Renal disease is an established risk factor for cardiovascular disease.[26] p.R229Q was not seen at greater frequency in individuals with cardiovascular complications (chi-square 0.21 p = 0.65), hypertension (chi-square 1.31, p = 0.25), nor with subjects taking an angiotensin converting enzyme inhibitor (ACEi), or other antihypertensive medications (chi-square 0.002 and 0.99 with corresponding p values of 0.97 and 0.32).

We also found 3 samples homozygous for p.R229Q, but these were excluded from all our association studies. The homozygotes with p.R229Q had a 2.15 fold increase of developing proteinuria or ESRD but this did not reach statistical significance. This may be due to the very small number of subjects having this homozygous genotype (95% confidence interval 0.19–24.1), or it may be due to chance.
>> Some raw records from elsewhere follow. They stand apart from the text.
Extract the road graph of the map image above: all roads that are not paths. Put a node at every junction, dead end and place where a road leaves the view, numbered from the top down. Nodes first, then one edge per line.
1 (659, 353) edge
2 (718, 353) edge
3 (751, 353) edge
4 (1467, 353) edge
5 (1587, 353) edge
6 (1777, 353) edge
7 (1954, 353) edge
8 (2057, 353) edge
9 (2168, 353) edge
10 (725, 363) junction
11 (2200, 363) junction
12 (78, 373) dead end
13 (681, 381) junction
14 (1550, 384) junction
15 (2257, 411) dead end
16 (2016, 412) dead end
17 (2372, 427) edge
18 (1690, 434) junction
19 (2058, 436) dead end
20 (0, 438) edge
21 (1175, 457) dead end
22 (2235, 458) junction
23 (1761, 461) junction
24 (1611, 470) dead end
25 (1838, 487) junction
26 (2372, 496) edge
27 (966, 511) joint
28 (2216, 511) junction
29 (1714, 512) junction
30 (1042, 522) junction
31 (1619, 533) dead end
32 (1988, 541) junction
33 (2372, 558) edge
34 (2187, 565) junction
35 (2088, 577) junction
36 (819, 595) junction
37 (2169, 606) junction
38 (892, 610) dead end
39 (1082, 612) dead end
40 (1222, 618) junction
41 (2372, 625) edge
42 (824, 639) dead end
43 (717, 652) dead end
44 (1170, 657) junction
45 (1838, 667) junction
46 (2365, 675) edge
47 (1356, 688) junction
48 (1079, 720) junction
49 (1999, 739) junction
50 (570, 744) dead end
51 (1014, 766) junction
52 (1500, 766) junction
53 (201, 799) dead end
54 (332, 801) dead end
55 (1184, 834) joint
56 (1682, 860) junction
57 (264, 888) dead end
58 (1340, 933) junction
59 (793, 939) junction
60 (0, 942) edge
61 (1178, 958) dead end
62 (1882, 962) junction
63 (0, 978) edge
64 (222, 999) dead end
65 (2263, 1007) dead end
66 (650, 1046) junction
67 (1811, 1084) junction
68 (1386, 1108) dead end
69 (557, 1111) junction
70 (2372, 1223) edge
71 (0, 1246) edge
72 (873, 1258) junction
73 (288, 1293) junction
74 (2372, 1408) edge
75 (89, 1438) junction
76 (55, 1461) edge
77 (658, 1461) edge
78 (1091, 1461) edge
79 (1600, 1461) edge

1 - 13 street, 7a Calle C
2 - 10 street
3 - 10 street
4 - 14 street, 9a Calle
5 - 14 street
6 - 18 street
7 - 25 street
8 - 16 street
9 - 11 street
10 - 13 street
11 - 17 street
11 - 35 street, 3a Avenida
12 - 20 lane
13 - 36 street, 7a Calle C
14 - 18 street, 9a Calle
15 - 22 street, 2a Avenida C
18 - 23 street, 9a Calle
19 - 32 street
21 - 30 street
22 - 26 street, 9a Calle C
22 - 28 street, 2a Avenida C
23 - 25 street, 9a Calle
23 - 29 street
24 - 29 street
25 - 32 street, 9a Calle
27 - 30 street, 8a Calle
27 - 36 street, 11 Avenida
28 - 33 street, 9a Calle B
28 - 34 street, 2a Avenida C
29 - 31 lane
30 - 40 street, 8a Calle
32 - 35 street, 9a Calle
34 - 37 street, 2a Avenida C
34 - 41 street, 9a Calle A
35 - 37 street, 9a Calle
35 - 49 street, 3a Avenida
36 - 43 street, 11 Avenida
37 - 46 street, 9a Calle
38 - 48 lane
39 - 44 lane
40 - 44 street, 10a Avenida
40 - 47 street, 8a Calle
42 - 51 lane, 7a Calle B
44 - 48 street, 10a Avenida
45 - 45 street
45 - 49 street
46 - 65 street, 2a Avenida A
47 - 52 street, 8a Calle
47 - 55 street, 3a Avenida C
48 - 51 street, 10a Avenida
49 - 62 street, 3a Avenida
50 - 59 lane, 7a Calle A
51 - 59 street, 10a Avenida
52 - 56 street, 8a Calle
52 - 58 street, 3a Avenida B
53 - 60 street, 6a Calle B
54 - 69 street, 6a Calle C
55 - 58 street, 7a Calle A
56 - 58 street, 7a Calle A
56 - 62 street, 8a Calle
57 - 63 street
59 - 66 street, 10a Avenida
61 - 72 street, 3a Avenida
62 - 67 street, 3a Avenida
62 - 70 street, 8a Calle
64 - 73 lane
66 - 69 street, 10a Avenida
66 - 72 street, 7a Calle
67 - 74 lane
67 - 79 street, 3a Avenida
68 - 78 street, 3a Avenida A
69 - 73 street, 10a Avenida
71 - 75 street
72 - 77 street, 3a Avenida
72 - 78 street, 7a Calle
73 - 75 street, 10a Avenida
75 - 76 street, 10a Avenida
Four hundred and twenty-four patients with median diabetes duration of 20 years (range 3-to-58 years) enrolled through the Australian endocrine diabetes study were also studied. Sixty-seven had type 1 diabetes (51 with an urinary albumin excretion rate (AER) <20 μg/min, 10 with an AER between 20 μg/min and 200 μg/min, and the remaining 6 with an AER >20 μg/min) and the remaining 357 had type 2 diabetes (228 with an AER<20 μg/min, 83 with an AER between 20 μg/min and 200 μg/min, and the remaining 46 with an AER >200 μg/min). The p.R229Q variant had an allele frequency of 0.044 in the Australian endocrine diabetics. The allele frequency in cases with "nephropathy" (defined by an AER >20 μg/min) was 0.041 and 0.047 in the controls (subjects with an AER <20 μg/min) ( Table 3 ). p R229Q did not associate with "nephropathy" (defined by an AER >20 μg/min) in the Australian endocrine diabetics (chi-square= 0.13, p = 0.72), micro or macroalbuminuria in type 1 diabetes (chi-square 1.39 and 0.5 with p values of 0.24 and 0.48 respectively), nor did it associate with micro or macroalbumiuria in type 2 diabetes (chi-square 0.44 and 0.04 with p values of 0.51 and 0.84 respectively).

When we pool the results from all 3 cohorts together and define a "case" diabetic as one with end-stage renal disease or abnormal proteinuria and a "control" as having no end-stage renal disease and normal urinary protein, no associations are present between p.R229Q and "diabetic nephropathy" (chi-square 0.67 and p value of 0.41).